Ya, dia tidak akan membiarkanku pergi tanpa membawa setidaknya sebungkus roti. Dan kalaupun tidak ada sebungkus roti, sebungkus nasi dan lauk menjadi bawaan wajib untukku. Juga ditambah sebotol air. Dia tidak akan membiarkanku membeli sesuatu yang sebenarnya bisa dibawa dari rumah. Begitulah. Sore hari sebelum hari keberangkatanku, dia akan membeli telur untuk digoreng mata sapi seperti kesukaanku. Dia membungkuskan nasi dan lauk. Menyiapkan sebotol air. Dan setidaknya sebungkus cemilan. Kalau aku tidak mencegahnya, dia tentu akan membawakan lebih banyak lagi.
            Begitu sarapan siap, dia akan menyuruhku makan. Sejak dulu dia tidak pernah membiarkan anak-anaknya pergi sekolah atau pergi ke manapun tanpa sarapan. Jika aku berani pergi tanpa memakan sarapanku, biasanya dia akan marah. Sejak aku tahu alasan kenapa dia begitu, sebisa mungkin aku tidak pernah meninggalkan sarapanku sebelum pergi. Dia bilang, jika aku pergi sebelum makan, dia akan merasa bersalah. Sementara dia sudah sarapan dan makan siang, aku masih berada di sekolah dan dia selalu berpikir bahwa aku pasti kelaparan. Jika karena sesuatu aku harus pergi tanpa sarapan, dia selalu berpesan agar aku membeli nasi di kantin. Begitulah. Sampai sekarang aku selalu sarapan sebelum berangkat kuliah.
Ketika aku bersiap-siap, dia akan menanyakan barang-barang yang seharusnya kubawa sambil mengerjakan hal-hal lain. Charger hp. Charger netbook. Dompet. Baju ini. Baju itu. Kenyataannya, aku memang sering meninggalkan barang-barang kecil di rumah. Sementara itu dia juga akan menyuruh Ayah menyiapkan motor untuk mengantarku ke tempat menunggu bis.
Setelah menggendong tas dan berdiri di depan pintu, aku mencium tangan dan kedua pipinya. Kemarin itu aku ingin menangis. Hampir sebulan aku tinggal dan setiap hari membantunya menyelesaikan pekerjaan rumah yang biasa dikerjakannya sendiri. Setiap pagi aku selalu menjadi asistennya di dapur, meskipun sambil sesekali kusela menonton tv. Setelah sarapan aku mencuci piring dan mencuci baju. Jika aku tidak di rumah, dia harus mengerjakan semua itu sendiri. Kelihatannya ringan, tapi ditambah seorang adik kecil yang sering rewel dan seorang lagi yang sudah besar tapi pemalas, aku tahu dia pasti lelah. Dia akan tertawa jika aku mengatakan hal itu sambil berkata, “ Kalau kau tidak di rumah nyatanya aku juga bisa menyelesaikan semua itu sendiri.”

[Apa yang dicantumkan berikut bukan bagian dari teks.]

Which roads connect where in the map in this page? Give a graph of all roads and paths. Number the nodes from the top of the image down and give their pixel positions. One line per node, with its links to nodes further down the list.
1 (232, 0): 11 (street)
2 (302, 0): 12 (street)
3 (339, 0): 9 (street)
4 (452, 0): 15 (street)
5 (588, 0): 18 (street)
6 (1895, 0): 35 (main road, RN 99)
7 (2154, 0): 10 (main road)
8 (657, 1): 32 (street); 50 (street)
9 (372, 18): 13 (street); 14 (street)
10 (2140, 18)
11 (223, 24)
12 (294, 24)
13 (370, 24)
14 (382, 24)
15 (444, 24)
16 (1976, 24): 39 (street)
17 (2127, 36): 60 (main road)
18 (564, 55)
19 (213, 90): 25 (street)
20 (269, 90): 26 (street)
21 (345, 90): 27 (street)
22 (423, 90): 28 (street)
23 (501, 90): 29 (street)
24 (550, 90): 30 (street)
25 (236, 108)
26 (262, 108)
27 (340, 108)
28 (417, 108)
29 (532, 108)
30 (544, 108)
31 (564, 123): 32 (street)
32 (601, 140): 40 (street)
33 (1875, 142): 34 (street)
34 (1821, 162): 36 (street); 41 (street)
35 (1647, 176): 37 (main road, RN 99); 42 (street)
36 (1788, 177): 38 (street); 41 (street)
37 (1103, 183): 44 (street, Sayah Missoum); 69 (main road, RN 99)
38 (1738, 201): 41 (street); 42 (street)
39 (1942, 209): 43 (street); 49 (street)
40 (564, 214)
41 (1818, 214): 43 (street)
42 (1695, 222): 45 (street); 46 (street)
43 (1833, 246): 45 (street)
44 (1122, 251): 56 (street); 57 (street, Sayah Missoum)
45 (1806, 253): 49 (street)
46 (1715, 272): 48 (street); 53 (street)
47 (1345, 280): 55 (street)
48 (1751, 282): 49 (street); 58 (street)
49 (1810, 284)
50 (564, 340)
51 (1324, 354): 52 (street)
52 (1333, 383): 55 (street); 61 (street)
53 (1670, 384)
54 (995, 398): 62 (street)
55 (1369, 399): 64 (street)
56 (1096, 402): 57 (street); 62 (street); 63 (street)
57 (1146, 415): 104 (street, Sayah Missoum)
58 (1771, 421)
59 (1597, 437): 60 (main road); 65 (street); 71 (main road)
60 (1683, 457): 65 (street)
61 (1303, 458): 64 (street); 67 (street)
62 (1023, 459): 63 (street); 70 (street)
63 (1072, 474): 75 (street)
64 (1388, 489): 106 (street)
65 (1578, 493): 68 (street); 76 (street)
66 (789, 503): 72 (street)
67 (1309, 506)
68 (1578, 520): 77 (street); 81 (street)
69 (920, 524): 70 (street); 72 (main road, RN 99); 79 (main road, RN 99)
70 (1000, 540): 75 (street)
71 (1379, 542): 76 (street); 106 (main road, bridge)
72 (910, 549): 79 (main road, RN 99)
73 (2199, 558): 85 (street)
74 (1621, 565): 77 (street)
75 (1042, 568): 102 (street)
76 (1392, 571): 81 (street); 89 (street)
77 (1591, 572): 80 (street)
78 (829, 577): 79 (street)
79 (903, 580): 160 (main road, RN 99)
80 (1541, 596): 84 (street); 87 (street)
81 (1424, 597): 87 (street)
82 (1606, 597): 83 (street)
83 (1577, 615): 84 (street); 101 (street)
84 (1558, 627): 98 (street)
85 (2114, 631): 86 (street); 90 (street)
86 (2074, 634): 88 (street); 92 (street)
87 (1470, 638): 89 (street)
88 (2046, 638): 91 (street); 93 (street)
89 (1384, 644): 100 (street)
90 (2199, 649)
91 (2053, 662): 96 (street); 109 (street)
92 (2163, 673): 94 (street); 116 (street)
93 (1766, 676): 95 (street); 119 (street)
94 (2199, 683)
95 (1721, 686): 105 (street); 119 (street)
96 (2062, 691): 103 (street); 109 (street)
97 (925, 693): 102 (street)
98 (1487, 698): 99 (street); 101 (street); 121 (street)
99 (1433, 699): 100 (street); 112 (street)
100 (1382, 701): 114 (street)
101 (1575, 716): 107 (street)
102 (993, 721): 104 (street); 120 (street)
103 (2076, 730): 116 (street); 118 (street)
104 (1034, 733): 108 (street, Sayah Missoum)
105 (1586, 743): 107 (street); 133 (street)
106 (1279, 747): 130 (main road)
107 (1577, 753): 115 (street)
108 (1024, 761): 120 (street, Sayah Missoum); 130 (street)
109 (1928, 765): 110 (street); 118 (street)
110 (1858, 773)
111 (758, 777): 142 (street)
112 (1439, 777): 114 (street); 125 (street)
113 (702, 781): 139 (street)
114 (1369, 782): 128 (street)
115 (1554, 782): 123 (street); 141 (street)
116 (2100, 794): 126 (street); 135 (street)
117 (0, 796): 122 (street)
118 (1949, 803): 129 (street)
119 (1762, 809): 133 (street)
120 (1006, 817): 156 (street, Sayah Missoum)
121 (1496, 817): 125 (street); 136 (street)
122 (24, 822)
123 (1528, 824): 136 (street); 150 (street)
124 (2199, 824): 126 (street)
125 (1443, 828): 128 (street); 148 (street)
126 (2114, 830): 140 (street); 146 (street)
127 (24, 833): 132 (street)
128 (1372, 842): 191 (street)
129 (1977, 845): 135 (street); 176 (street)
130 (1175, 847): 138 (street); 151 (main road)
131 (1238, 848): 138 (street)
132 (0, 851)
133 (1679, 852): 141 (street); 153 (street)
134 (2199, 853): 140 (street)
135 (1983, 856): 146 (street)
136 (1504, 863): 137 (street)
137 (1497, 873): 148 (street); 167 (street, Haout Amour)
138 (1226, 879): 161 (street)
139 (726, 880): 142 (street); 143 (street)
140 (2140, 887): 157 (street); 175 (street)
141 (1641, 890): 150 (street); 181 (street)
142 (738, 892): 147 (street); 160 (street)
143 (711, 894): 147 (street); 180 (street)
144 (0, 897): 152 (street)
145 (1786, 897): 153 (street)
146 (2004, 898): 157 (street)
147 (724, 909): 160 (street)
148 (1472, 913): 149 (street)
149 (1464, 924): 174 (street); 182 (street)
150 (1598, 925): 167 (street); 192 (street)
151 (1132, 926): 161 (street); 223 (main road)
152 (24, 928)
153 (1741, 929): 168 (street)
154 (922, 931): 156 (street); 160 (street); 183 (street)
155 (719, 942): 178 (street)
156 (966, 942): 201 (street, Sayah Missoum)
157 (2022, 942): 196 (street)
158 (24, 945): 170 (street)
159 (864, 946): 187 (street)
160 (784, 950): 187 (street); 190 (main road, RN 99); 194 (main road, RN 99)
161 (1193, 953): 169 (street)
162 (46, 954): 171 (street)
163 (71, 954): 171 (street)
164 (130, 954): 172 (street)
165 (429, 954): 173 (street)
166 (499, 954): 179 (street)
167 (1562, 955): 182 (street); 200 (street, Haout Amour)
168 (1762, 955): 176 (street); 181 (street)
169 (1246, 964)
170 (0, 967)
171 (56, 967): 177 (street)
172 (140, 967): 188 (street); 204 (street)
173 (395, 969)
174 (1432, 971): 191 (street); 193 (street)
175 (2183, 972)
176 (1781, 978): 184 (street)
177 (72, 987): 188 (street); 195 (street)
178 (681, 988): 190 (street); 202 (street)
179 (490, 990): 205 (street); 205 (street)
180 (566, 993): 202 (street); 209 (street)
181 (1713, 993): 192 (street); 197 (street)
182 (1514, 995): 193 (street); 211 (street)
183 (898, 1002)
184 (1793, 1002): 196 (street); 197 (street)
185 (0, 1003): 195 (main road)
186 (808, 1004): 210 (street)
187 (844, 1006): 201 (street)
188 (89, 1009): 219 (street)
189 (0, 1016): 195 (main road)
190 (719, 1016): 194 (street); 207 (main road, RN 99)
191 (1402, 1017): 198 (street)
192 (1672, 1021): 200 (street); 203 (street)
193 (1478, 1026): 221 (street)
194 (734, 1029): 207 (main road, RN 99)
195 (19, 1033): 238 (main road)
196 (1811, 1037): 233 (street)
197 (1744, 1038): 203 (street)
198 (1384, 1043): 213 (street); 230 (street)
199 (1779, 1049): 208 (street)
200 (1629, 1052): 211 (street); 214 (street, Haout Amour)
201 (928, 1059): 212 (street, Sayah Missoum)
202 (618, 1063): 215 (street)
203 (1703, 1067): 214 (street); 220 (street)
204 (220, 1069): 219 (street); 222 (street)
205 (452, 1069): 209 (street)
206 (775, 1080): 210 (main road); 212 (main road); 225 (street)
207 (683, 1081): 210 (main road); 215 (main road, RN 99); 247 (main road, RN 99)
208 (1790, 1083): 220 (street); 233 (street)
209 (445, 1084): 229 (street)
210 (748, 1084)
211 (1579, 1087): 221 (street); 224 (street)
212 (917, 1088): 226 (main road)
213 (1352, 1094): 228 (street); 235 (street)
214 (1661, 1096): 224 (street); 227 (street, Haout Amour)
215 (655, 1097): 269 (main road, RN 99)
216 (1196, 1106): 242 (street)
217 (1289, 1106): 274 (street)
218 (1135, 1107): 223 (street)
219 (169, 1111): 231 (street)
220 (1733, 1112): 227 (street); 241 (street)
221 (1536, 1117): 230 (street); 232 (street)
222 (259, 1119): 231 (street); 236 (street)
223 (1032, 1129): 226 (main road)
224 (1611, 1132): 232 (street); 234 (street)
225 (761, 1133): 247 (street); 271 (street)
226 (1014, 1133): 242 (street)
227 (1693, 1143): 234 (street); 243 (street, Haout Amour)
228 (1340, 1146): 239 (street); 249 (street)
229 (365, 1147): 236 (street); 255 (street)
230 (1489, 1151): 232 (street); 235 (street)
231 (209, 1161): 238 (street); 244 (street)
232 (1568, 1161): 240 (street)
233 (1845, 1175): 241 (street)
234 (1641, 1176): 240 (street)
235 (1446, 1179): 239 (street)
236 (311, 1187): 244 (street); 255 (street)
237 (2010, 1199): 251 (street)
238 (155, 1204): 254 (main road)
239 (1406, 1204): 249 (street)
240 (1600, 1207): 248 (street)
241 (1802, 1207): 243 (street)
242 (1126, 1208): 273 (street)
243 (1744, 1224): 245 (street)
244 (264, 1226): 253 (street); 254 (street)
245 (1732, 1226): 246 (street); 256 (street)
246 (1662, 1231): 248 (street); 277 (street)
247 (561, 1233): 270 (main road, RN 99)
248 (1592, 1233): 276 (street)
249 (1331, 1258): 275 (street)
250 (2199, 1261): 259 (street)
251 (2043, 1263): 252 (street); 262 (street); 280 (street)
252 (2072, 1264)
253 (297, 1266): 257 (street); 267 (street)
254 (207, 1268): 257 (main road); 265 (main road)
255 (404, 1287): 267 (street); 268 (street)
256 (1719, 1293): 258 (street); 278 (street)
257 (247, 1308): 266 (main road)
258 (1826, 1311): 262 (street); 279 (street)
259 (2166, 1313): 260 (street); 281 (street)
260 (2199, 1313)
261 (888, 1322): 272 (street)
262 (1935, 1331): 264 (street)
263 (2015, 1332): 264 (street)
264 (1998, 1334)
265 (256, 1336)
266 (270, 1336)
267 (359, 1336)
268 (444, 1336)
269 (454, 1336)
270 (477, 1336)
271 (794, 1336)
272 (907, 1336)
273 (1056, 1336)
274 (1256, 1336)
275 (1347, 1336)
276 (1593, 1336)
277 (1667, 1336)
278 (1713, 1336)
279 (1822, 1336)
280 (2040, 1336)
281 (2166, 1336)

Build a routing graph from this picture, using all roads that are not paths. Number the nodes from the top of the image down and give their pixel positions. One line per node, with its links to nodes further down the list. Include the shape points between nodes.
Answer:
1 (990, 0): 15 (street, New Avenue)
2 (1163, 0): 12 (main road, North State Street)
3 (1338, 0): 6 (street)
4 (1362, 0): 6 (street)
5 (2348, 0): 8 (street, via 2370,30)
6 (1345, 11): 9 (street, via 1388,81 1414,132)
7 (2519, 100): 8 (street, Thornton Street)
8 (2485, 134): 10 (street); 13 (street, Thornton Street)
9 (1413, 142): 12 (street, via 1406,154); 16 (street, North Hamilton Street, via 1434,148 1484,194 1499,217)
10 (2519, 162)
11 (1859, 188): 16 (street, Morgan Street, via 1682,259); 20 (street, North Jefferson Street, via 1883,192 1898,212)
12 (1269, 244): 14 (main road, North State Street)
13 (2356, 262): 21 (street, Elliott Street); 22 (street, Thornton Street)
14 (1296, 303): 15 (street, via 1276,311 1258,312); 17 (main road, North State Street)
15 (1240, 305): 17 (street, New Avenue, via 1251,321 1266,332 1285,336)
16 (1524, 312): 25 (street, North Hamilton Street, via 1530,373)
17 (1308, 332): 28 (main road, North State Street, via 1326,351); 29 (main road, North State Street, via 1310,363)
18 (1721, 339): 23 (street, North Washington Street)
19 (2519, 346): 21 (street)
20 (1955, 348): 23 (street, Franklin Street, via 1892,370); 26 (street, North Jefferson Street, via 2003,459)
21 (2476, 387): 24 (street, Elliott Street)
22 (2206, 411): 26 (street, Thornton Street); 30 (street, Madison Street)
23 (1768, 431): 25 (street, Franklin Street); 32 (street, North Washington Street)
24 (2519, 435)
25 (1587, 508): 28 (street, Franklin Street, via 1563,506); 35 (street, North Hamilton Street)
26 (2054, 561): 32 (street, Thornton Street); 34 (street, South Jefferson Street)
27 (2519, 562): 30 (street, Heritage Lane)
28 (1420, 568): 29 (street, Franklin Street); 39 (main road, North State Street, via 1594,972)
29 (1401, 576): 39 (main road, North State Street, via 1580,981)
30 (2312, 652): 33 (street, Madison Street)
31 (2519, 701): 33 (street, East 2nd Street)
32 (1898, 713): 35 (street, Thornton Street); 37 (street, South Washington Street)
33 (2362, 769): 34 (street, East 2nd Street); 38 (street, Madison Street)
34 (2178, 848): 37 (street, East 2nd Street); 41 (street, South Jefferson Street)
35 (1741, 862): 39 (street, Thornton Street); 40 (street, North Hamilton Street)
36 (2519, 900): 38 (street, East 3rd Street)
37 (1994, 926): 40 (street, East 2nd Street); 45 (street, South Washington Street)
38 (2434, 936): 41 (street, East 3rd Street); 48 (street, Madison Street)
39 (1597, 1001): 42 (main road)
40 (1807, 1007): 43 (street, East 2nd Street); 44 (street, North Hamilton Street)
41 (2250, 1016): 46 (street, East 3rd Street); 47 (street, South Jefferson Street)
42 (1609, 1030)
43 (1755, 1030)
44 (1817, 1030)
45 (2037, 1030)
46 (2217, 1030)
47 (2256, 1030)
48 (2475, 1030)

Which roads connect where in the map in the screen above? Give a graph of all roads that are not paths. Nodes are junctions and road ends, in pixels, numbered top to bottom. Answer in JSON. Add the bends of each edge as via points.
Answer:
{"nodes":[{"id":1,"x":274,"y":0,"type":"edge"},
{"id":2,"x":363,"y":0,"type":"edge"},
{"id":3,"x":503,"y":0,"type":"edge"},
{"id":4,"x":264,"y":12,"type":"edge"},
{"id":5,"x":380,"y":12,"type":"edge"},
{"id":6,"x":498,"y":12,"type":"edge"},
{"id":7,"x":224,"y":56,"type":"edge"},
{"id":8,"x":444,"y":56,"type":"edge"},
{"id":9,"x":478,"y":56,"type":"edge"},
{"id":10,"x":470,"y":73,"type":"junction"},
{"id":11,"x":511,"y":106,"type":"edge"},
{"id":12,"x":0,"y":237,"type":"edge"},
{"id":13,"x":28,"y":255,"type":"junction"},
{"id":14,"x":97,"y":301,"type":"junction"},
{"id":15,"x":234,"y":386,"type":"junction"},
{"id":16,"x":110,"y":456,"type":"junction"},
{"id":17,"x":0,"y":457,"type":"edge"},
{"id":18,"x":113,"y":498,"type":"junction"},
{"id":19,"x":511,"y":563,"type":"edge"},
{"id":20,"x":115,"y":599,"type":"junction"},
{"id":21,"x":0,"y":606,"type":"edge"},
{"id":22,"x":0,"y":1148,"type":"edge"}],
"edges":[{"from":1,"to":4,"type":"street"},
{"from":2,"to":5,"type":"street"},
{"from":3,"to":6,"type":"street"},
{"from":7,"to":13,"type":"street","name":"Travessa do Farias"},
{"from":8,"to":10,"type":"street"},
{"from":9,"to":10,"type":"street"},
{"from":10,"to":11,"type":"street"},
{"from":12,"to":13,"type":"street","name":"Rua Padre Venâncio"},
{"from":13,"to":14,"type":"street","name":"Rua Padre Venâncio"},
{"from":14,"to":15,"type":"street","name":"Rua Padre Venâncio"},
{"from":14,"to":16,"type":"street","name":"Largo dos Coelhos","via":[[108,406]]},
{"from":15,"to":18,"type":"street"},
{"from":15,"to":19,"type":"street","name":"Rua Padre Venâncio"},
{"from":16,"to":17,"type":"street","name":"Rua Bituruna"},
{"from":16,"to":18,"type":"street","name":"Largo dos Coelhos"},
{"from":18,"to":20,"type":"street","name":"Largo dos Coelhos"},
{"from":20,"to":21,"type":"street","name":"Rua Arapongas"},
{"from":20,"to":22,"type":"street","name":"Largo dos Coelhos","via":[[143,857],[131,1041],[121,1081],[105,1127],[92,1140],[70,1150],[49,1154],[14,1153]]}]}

Pada waktu-waktu seperti ini, ketika aku duduk di kamar dan tidak punya pekerjaan, aku teringat padanya. Jika di rumah aku bisa membantunya mengerjakan sesuatu. Tapi aku begitu jauh. Yang bisa kulakukan di sini adalah melakukan apa yang harus kulakukan dengan sebaik-baiknya. Hingga nanti, ketika waktunya tiba, aku bisa berdiri di depannya dan berkata, “ Ini aku, putrimu. Sekarang kau bisa bangga padaku, Bu.”